[Dataset entries]
══════════

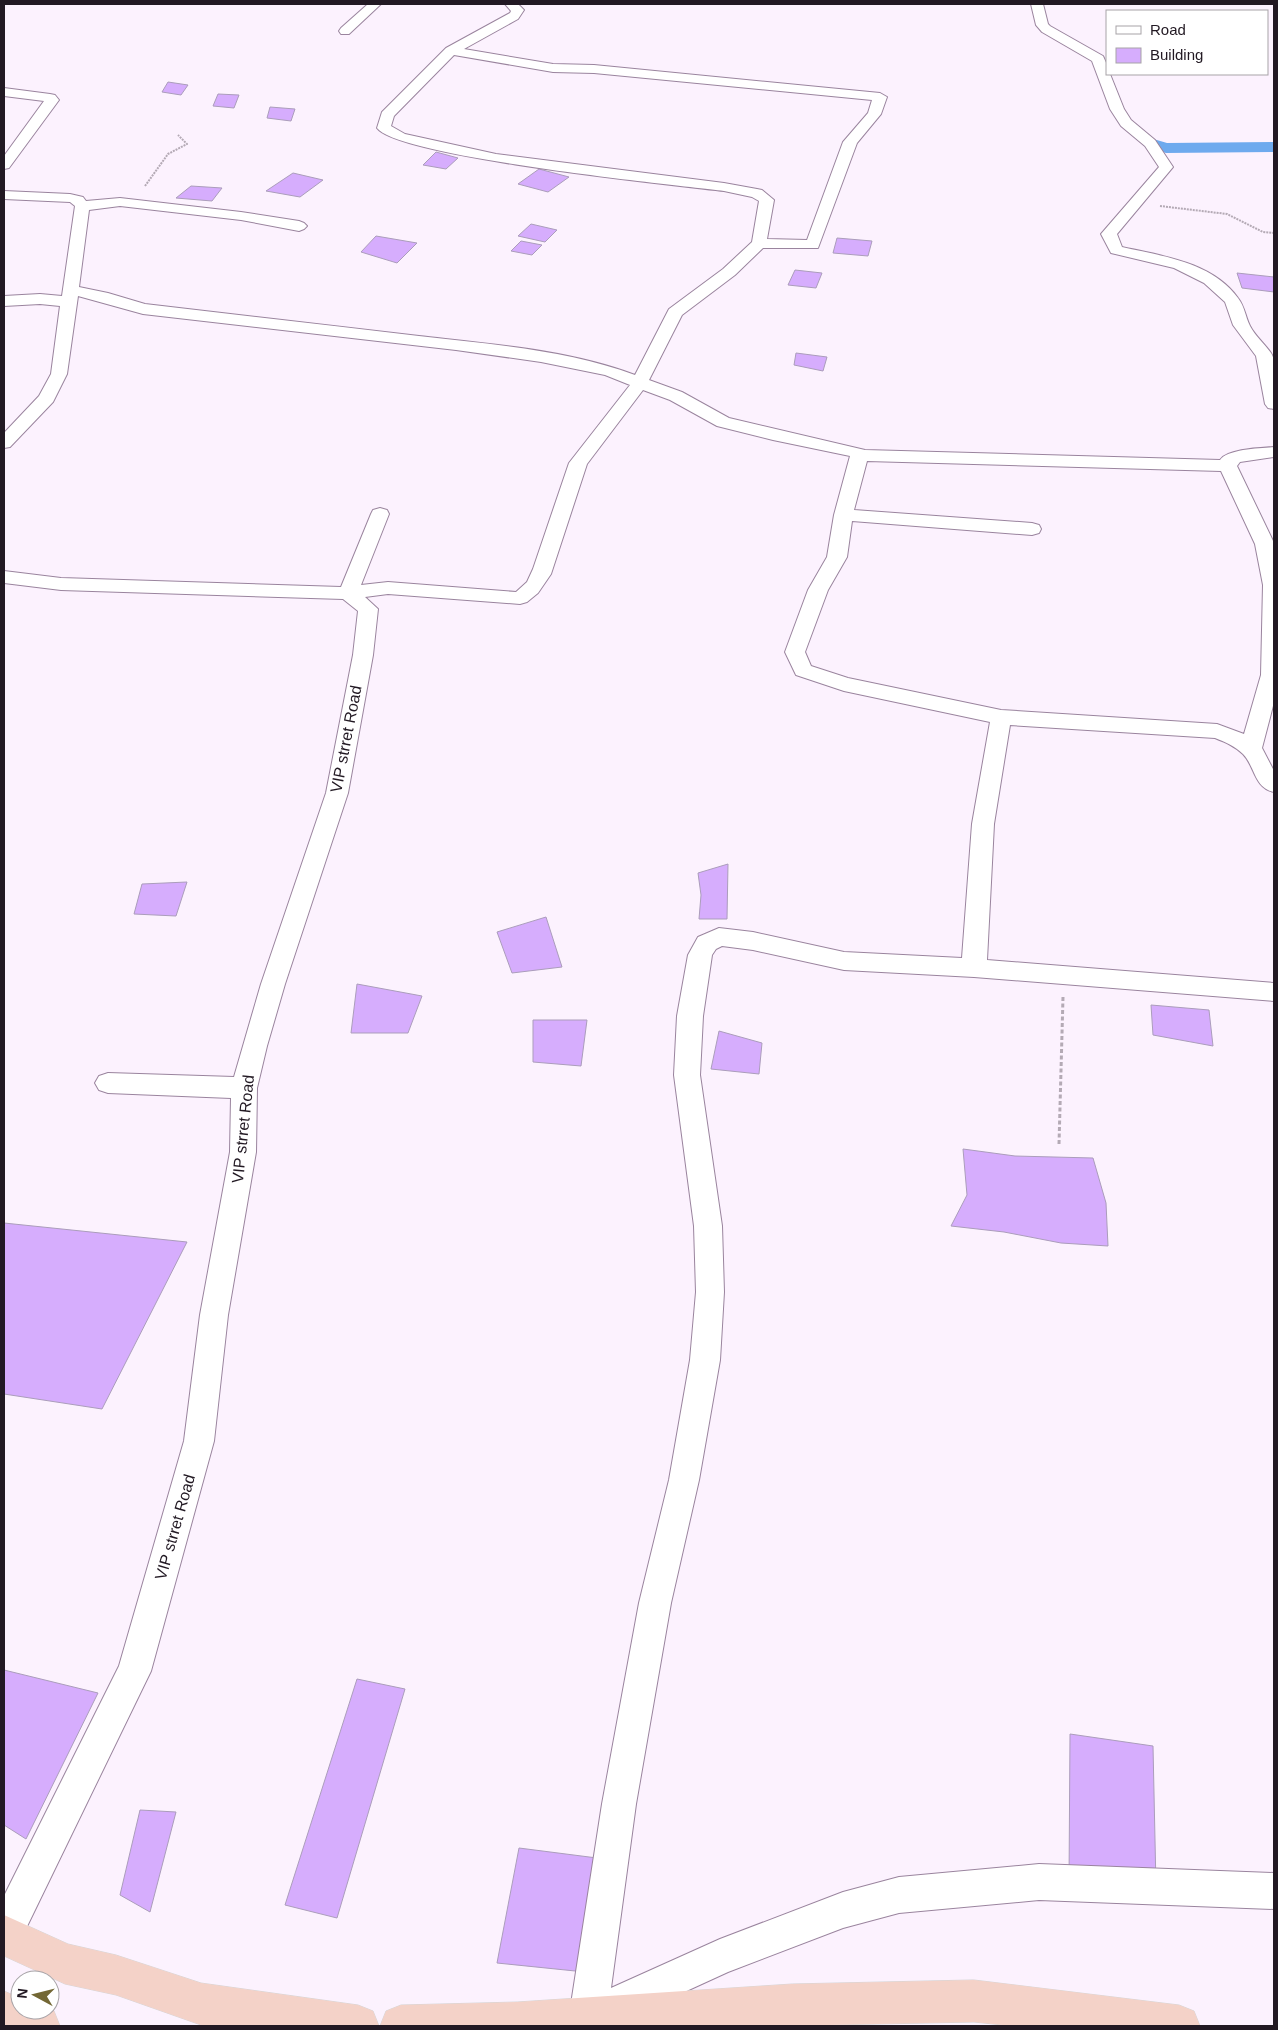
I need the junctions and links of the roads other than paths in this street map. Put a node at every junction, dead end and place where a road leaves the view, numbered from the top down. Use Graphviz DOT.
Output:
graph roads {
  1 [pos="375,4"];
  2 [pos="511,4"];
  3 [pos="1037,4"];
  4 [pos="345,31"];
  5 [pos="451,51"];
  6 [pos="4,92"];
  7 [pos="4,165"];
  8 [pos="4,195"];
  9 [pos="82,206"];
  10 [pos="299,226"];
  11 [pos="759,243"];
  12 [pos="71,296"];
  13 [pos="4,301"];
  14 [pos="639,384"];
  15 [pos="1274,404"];
  16 [pos="4,443"];
  17 [pos="1274,452"];
  18 [pos="859,455"];
  19 [pos="1228,466"];
  20 [pos="380,514"];
  21 [pos="843,515"];
  22 [pos="1032,529"];
  23 [pos="4,577"];
  24 [pos="348,593"];
  25 [pos="1001,717"];
  26 [pos="1251,749"];
  27 [pos="1274,785"];
  28 [pos="974,968"];
  29 [pos="1274,992"];
  30 [pos="108,1083"];
  31 [pos="244,1088"];
  32 [pos="1274,1891"];
  33 [pos="4,1934"];
  34 [pos="4,2012"];
  35 [pos="588,2017"];
  36 [pos="39,2026"];
  37 [pos="358,2026"];
  38 [pos="401,2026"];
  39 [pos="1179,2026"];
  1 -- 4 [label="street"];
  2 -- 5 [label="street"];
  3 -- 15 [label="street"];
  5 -- 11 [label="street"];
  5 -- 11 [label="street"];
  6 -- 7 [label="street"];
  8 -- 9 [label="street"];
  9 -- 10 [label="street"];
  9 -- 12 [label="street"];
  11 -- 14 [label="street"];
  12 -- 13 [label="street"];
  12 -- 14 [label="street"];
  12 -- 16 [label="street"];
  14 -- 18 [label="street"];
  14 -- 24 [label="street"];
  17 -- 19 [label="street"];
  18 -- 19 [label="street"];
  18 -- 21 [label="street"];
  19 -- 26 [label="street"];
  20 -- 24 [label="street"];
  21 -- 22 [label="street"];
  21 -- 25 [label="street"];
  23 -- 24 [label="street"];
  24 -- 31 [label="street, VIP strret Road"];
  25 -- 26 [label="street"];
  25 -- 28 [label="street"];
  26 -- 27 [label="street"];
  28 -- 29 [label="street"];
  28 -- 35 [label="street"];
  30 -- 31 [label="street"];
  31 -- 33 [label="street, VIP strret Road"];
  32 -- 35 [label="street"];
  33 -- 37 [label="highway"];
  34 -- 36 [label="highway"];
  35 -- 38 [label="highway"];
  35 -- 39 [label="highway"];
}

══════════

■ Requirement
Look through the entries and return each line that has the word "strret" in it.

■ Reply
  24 -- 31 [label="street, VIP strret Road"];
  31 -- 33 [label="street, VIP strret Road"];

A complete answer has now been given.